In allen Erzählungen ist eine der ProtagonistInnen eine
junge Frau, die das Leben zu genießen sucht, was ihr aber nicht immer nach
ihrer Vorstellung gelingt. Dabei erscheint es so, als ob sie ihren Wunsch manchmal
nicht genauer spezifizieren können. Ihr Verhalten findet zuweilen wenig
Verständnis bei Bekannten und Unbekannten, Freunden und Verwandten. Sie sind
Suchende nach einer haltbaren Tragfähigkeit ihres Lebens. Auch die übrigen
Figuren sind abwechslungsreich gestaltet wie beispielsweise ein Künstler, der
sich nicht zwischen zwei Frauen entscheiden will, ein alternder Hausbewohner
mit Herz für die Jugend und ein Autor, der die Abgeschiedenheit sucht.

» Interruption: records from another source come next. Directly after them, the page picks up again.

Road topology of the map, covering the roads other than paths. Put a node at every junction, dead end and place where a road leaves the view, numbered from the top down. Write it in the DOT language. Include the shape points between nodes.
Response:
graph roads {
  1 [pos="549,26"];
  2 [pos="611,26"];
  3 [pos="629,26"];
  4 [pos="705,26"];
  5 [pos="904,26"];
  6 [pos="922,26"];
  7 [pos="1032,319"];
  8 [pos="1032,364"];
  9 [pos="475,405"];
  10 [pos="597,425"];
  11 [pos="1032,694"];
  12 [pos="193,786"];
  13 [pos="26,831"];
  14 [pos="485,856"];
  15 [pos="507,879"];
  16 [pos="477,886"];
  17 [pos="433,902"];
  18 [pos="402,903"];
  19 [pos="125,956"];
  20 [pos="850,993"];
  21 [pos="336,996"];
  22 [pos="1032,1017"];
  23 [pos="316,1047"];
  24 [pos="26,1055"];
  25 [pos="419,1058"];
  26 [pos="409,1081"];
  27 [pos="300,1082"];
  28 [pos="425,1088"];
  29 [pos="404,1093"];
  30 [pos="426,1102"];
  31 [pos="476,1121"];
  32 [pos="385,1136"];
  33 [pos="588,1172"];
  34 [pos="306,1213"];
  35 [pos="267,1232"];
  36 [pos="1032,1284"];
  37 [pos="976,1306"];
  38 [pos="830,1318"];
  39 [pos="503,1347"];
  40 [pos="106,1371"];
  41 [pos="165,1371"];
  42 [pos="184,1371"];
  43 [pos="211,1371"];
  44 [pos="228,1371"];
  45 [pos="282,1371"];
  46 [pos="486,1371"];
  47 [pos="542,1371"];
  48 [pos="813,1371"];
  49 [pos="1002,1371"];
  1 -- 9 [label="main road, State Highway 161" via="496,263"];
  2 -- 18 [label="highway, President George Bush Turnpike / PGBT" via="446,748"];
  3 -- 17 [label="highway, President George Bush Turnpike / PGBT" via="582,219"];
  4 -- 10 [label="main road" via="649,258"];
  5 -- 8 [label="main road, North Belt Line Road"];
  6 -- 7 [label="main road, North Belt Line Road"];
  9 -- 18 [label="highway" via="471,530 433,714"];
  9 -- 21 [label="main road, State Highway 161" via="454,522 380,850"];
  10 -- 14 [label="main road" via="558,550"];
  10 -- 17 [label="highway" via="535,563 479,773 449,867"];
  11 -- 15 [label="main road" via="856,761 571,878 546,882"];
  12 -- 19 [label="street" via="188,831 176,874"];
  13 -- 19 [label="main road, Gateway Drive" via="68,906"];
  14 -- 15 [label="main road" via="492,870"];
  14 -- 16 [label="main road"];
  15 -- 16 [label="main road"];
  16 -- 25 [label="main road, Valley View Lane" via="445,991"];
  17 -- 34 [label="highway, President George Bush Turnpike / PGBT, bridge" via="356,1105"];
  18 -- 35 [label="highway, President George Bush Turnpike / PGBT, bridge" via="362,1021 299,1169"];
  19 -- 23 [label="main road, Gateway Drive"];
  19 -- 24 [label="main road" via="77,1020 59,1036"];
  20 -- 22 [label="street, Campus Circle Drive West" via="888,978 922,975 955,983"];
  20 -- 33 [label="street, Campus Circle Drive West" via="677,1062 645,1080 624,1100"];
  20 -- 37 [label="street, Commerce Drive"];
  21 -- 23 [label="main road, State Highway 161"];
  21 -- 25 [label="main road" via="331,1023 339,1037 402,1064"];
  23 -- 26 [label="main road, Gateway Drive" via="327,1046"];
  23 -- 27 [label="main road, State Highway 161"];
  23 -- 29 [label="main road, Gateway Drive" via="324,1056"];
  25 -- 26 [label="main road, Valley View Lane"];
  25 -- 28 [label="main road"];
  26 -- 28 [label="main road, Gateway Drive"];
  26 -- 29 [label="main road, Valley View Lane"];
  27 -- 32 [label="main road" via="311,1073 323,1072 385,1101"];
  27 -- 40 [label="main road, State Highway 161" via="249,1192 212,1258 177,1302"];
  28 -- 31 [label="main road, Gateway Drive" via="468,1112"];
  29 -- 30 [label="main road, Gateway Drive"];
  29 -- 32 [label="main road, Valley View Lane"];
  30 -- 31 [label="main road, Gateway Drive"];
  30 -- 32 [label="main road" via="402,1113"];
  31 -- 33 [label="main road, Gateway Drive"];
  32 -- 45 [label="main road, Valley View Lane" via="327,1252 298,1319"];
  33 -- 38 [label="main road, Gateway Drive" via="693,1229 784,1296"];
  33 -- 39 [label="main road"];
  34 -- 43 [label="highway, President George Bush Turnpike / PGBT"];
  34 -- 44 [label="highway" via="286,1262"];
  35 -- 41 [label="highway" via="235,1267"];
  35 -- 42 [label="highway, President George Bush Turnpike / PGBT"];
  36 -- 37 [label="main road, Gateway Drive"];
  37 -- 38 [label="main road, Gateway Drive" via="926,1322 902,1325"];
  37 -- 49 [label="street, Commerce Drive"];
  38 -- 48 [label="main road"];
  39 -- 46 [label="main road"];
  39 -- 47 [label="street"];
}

Der einfühlsame Sprachstil der Autorin hat über die Jahre
hinweg nichts an Reiz verloren. Es gelingt ihr, die die Gefühle ihrer Figuren
zum Lesenden hinzutransportieren. Rund um die von ihr geschilderten Handlungen
schafft sie eine besondere Atmosphäre, die aus den Zeilen zu spüren ist. Ihre
Fähigkeit, das Handeln der Personen begreiflich zu beschreiben, warf bei mir
die Frage auf, ob Judith Hermann die Situationen, zumindest einige, aus eigener
Erfahrung her aufgeschrieben hat.
Auch viele Jahre nach Erscheinen der Erstausgabe zeigen die
Erzählungen im Buch „Sommerhaus, später“ ein Lebensgefühl in verschiedenen
Szenarien, die Ende der 1990er spielen, bei dem für die ProtagonistInnen gilt,
dass vieles Kann und nichts Muss. Das offene Ende regt dazu an, sich die
folgenden Handlungen der Figuren vorzustellen. Meiner Meinung nach haben die
Geschichten einen Platz in jedem Bücherregal verdient und daher vergebe ich
gerne eine Leseempfehlung.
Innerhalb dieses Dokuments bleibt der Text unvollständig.